Importing a csv file in Python with numpy - HELP!


#1

Hey fellows,

i want to import a customer_data csv file in a python array with numpy.

Here the Poll-Data:
46

I tried importing the data with following code:

import numpy as np

#Extract Data from Excel in Python Array

total_customer_data = np.genfromtxt(‘ML_Project_1_Linear_Regression_CostumerData.csv’, delimiter = “;”, dtype=None)

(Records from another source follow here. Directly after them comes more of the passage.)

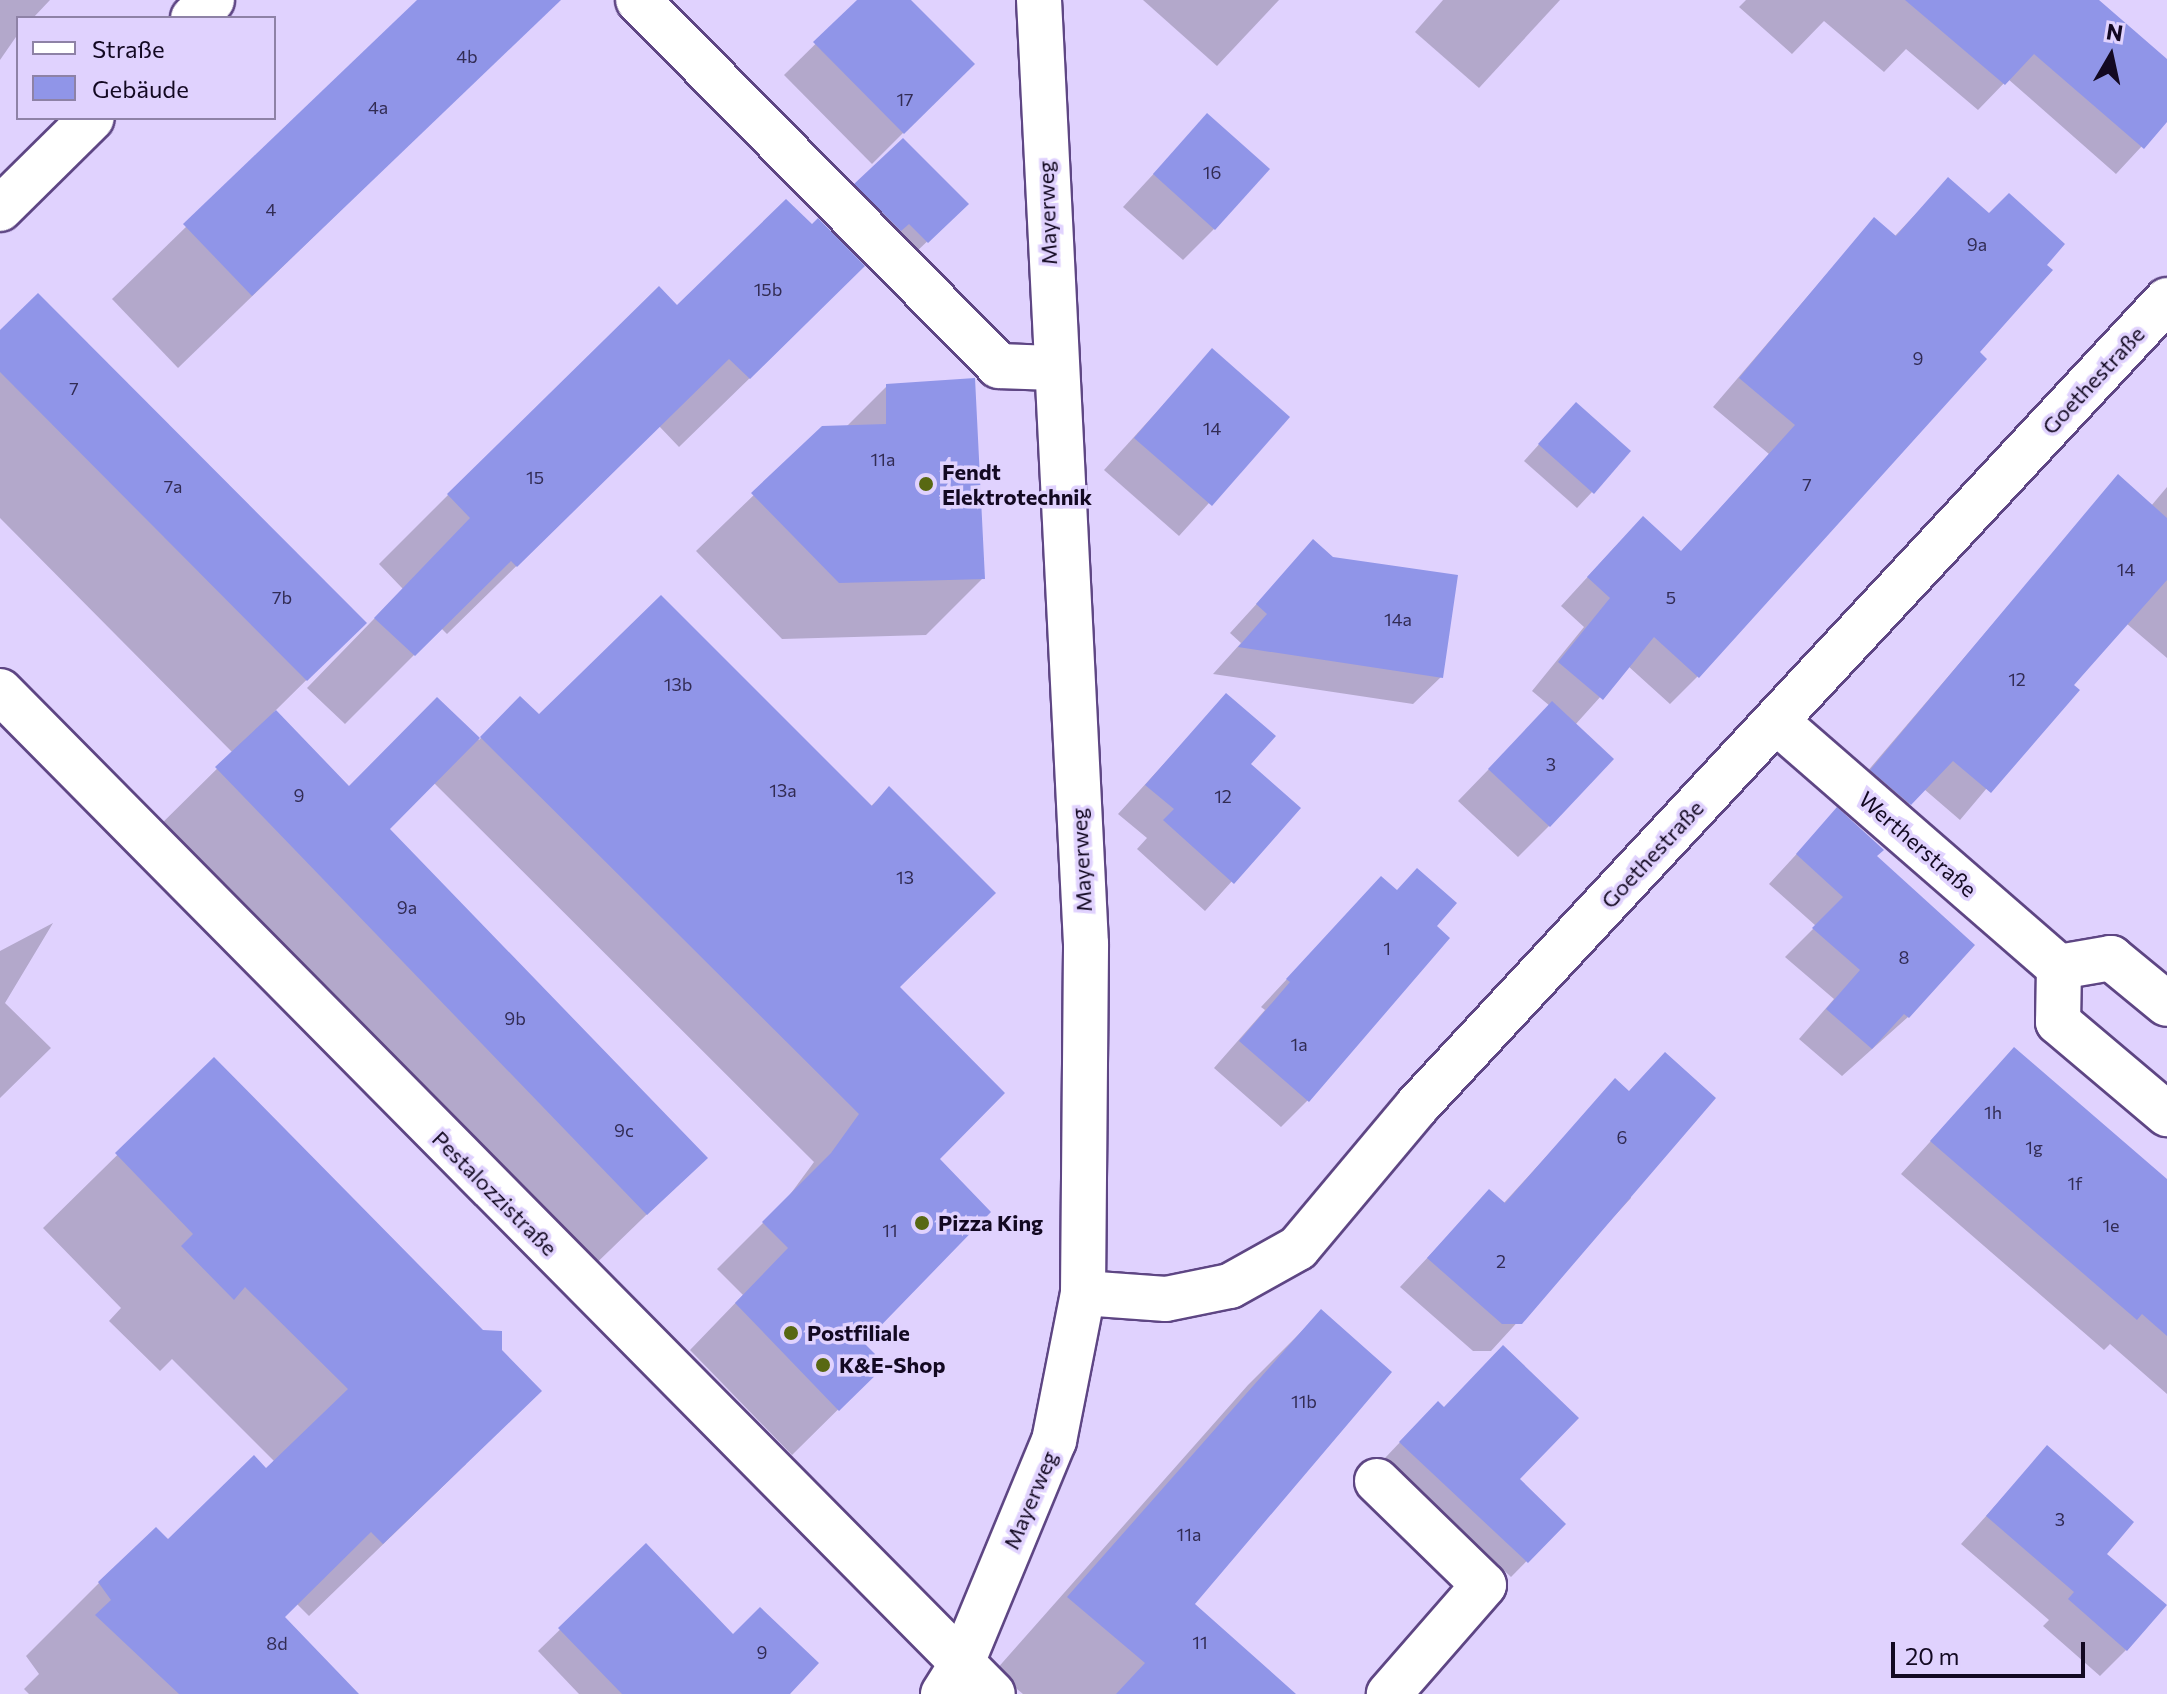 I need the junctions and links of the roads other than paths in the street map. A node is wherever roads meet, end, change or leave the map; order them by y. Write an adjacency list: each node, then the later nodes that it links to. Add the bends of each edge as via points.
1 (212, 0): 4 (street)
2 (638, 0): 8 (street, via 999,366)
3 (1039, 0): 8 (street, Mayerweg)
4 (195, 16)
5 (90, 120): 6 (street)
6 (0, 209)
7 (2167, 300): 10 (street, Goethestraße)
8 (1053, 368): 14 (street, Mayerweg, via 1086,944)
9 (0, 691): 16 (street, Pestalozzistraße)
10 (1777, 722): 11 (street, Wertherstraße); 14 (street, Goethestraße, via 1417,1106 1298,1248 1230,1286 1166,1299)
11 (2059, 967): 12 (street, via 2111,958); 13 (street, via 2058,1022)
12 (2167, 1004)
13 (2167, 1114)
14 (1083, 1293): 16 (street, Mayerweg, via 1054,1441)
15 (1377, 1481): 18 (street, via 1484,1585)
16 (952, 1680): 17 (street, Pestalozzistraße)
17 (993, 1694)
18 (1389, 1694)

print (total_customer_data)

However then the Output is:
[[ 1. nan nan]
[ 2. 5. 4.]
[ 3. nan nan]
[ 4. 5. nan]
[ 5. nan nan]
[ 6. 5. nan]
[ 7. nan nan]
[ 8. 5. nan]
[ 9. nan nan]
[10. nan 3.]
[11. nan nan]
[12. nan nan]
[13. 4. 4.]
[14. nan nan]
[15. 4. nan]
[16. 5. nan]
[17. 4. nan]
[18. nan nan]
[19. nan 2.]
[20. 5. nan]]

When i use “dtype=None” in genfromtxt i get the following Output:
/Users/anwender/Desktop/Machine Learning Projects/Project_1_CustomerLoyaltyPrediction/Project_1_ML_Code.py:6: VisibleDeprecationWarning: Reading unicode strings without specifying the encoding argument is deprecated. Set the encoding, use None for the system default.
total_customer_data = np.genfromtxt(‘ML_Project_1_Linear_Regression_CostumerData.csv’, delimiter = “;”, dtype=None)
[( 1, b’2,8’, b’3,75’) ( 2, b’5’, b’4’) ( 3, b’3,6’, b’2,5’)
( 4, b’5’, b’4,25’) ( 5, b’3,8’, b’3,75’) ( 6, b’5’, b’4,63’)
( 7, b’4,6’, b’3,75’) ( 8, b’5’, b’4,88’) ( 9, b’2,2’, b’1,75’)
(10, b’2,8’, b’3’) (11, b’4,4’, b’2,5’) (12, b’3,6’, b’3,88’)
(13, b’4’, b’4’) (14, b’4,4’, b’3,88’) (15, b’4’, b’3,88’)
(16, b’5’, b’4,5’) (17, b’4’, b’3,5’) (18, b’2,8’, b’3,13’)
(19, b’2,6’, b’2’) (20, b’5’, b’2,75’)]

I also tried converting every value in excel into a number (float type) before importing it in python. However, then my output is:
/Users/anwender/Desktop/Machine Learning Projects/Project_1_CustomerLoyaltyPrediction/Project_1_ML_Code.py:6: VisibleDeprecationWarning: Reading unicode strings without specifying the encoding argument is deprecated. Set the encoding, use None for the system default.
total_customer_data = np.genfromtxt(‘ML_Project_1_Linear_Regression_CostumerData.csv’, delimiter = “;”, dtype=None)
[[b’1,00’ b’2,80’ b’3,75’]
[b’2,00’ b’5,00’ b’4,00’]
[b’3,00’ b’3,60’ b’2,50’]
[b’4,00’ b’5,00’ b’4,25’]
[b’5,00’ b’3,80’ b’3,75’]
[b’6,00’ b’5,00’ b’4,63’]
[b’7,00’ b’4,60’ b’3,75’]
[b’8,00’ b’5,00’ b’4,88’]
[b’9,00’ b’2,20’ b’1,75’]
[b’10,00’ b’2,80’ b’3,00’]
[b’11,00’ b’4,40’ b’2,50’]
[b’12,00’ b’3,60’ b’3,88’]
[b’13,00’ b’4,00’ b’4,00’]
[b’14,00’ b’4,40’ b’3,88’]
[b’15,00’ b’4,00’ b’3,88’]
[b’16,00’ b’5,00’ b’4,50’]
[b’17,00’ b’4,00’ b’3,50’]
[b’18,00’ b’2,80’ b’3,13’]
[b’19,00’ b’2,60’ b’2,00’]
[b’20,00’ b’5,00’ b’2,75’]]

–> Has anyone an idea, how to create an array which looks like my first output (with the “nan(s)”), or the last Output, where every value is a float BUT without an “VisibleDeprecationWarning:” and the “b’” before the values.

Thank you so much for your help!

Regards!


#2

Did you try to change the decimal indicator from “,” comma to “.” point?


#3

Actually, the delimiter is “;” so changing it to “,” or “.” doesn’t work either :confused:


#4

Have you tried using the read_csv function from the pandas package?

Something like this:

import pandas as pd
df = pd.read_csv('myfile.csv', sep=',', header=None)

So you get a Dataframe which enable better manipulation that just using NumPy.


#5

Thank you very much - it works perfectly!